▸ **Work order**
Leave out the pictures and retype all the entries below exactly.

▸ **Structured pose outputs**
== Segment start ==

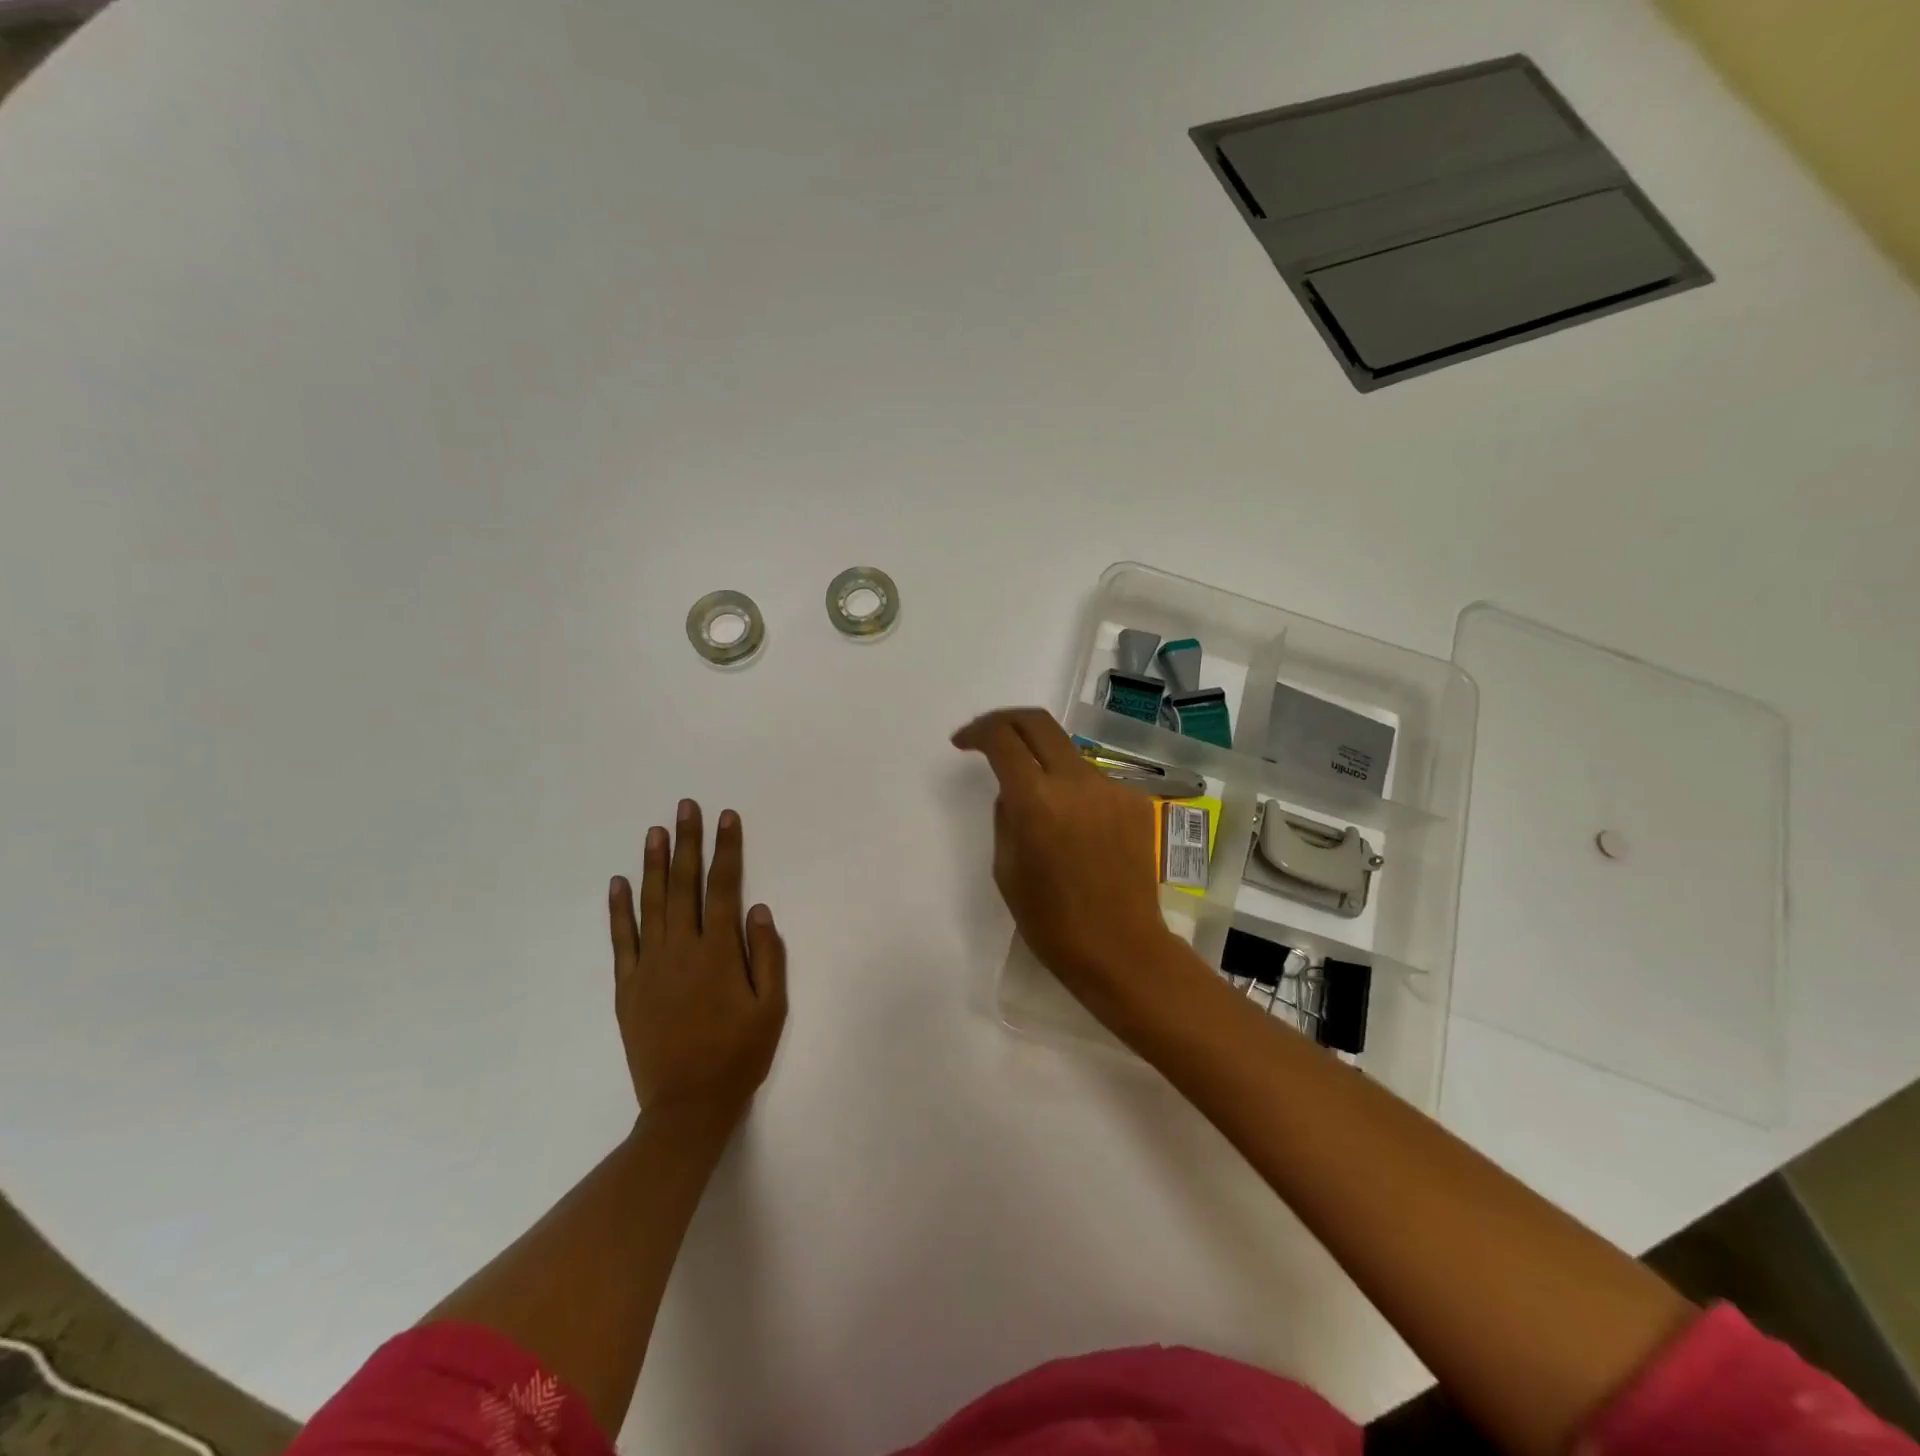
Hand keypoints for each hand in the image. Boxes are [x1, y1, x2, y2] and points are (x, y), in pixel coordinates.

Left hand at [609, 800, 787, 1122]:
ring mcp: (649, 966)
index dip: (726, 851)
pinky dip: (619, 909)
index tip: (726, 818)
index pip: (723, 888)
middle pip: (684, 885)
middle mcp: (681, 949)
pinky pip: (621, 940)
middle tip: (686, 807)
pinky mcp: (628, 986)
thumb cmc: (738, 1055)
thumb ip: (768, 956)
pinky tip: (619, 883)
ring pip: (651, 904)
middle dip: (687, 843)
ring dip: (653, 864)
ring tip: (655, 831)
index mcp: (719, 952)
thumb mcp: (772, 1008)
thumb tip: (759, 910)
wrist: (687, 1106)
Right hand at [952, 708, 1205, 1029]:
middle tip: (990, 737)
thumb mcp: (1006, 869)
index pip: (1003, 738)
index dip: (978, 732)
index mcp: (1036, 800)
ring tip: (1040, 807)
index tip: (964, 743)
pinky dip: (1075, 793)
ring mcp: (1112, 788)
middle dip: (1007, 721)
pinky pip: (1094, 782)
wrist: (1121, 948)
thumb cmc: (1051, 921)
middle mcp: (1077, 781)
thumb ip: (1006, 815)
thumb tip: (1015, 788)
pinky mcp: (1136, 802)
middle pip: (1038, 722)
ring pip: (1069, 754)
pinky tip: (1077, 832)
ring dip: (1045, 764)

== Segment end ==

▸ **Exercise result**
Hand keypoints for each hand in the image. Boxes are [x1, y1, x2, y2] and points are (x, y), in pixel coordinates.

Left hand at [609, 800, 787, 1122]:
ring mcp: (649, 966)
index dip: (726, 851)
pinky dip: (619, 909)
index tip: (726, 818)
index pip: (723, 888)
middle pip: (684, 885)
middle mcp: (681, 949)
pinky pip: (621, 940)
middle tip: (686, 807)
pinky mcp: (628, 986)
thumb cmc: (738, 1055)
thumb ip: (768, 956)
pinky tip: (619, 883)
ring pip: (651, 904)
middle dip: (687, 843)
ring dip: (653, 864)
ring tip: (655, 831)
index mcp: (719, 952)
thumb mcp: (772, 1008)
thumb tip: (759, 910)
wrist: (687, 1106)
Right hand at [952, 708, 1205, 1029]:
middle tip: (990, 737)
thumb mcp: (1006, 869)
index pip: (1003, 738)
index dip: (978, 732)
index mcp: (1036, 800)
ring tip: (1040, 807)
index tip: (964, 743)
pinky dip: (1075, 793)
ring mcp: (1112, 788)
middle dip: (1007, 721)
pinky pip: (1094, 782)
wrist: (1121, 948)
thumb cmc: (1051, 921)
middle mcp: (1077, 781)
thumb ip: (1006, 815)
thumb tip: (1015, 788)
pinky mcp: (1136, 802)
middle pip: (1038, 722)
ring pip: (1069, 754)
pinky tip: (1077, 832)
ring dip: (1045, 764)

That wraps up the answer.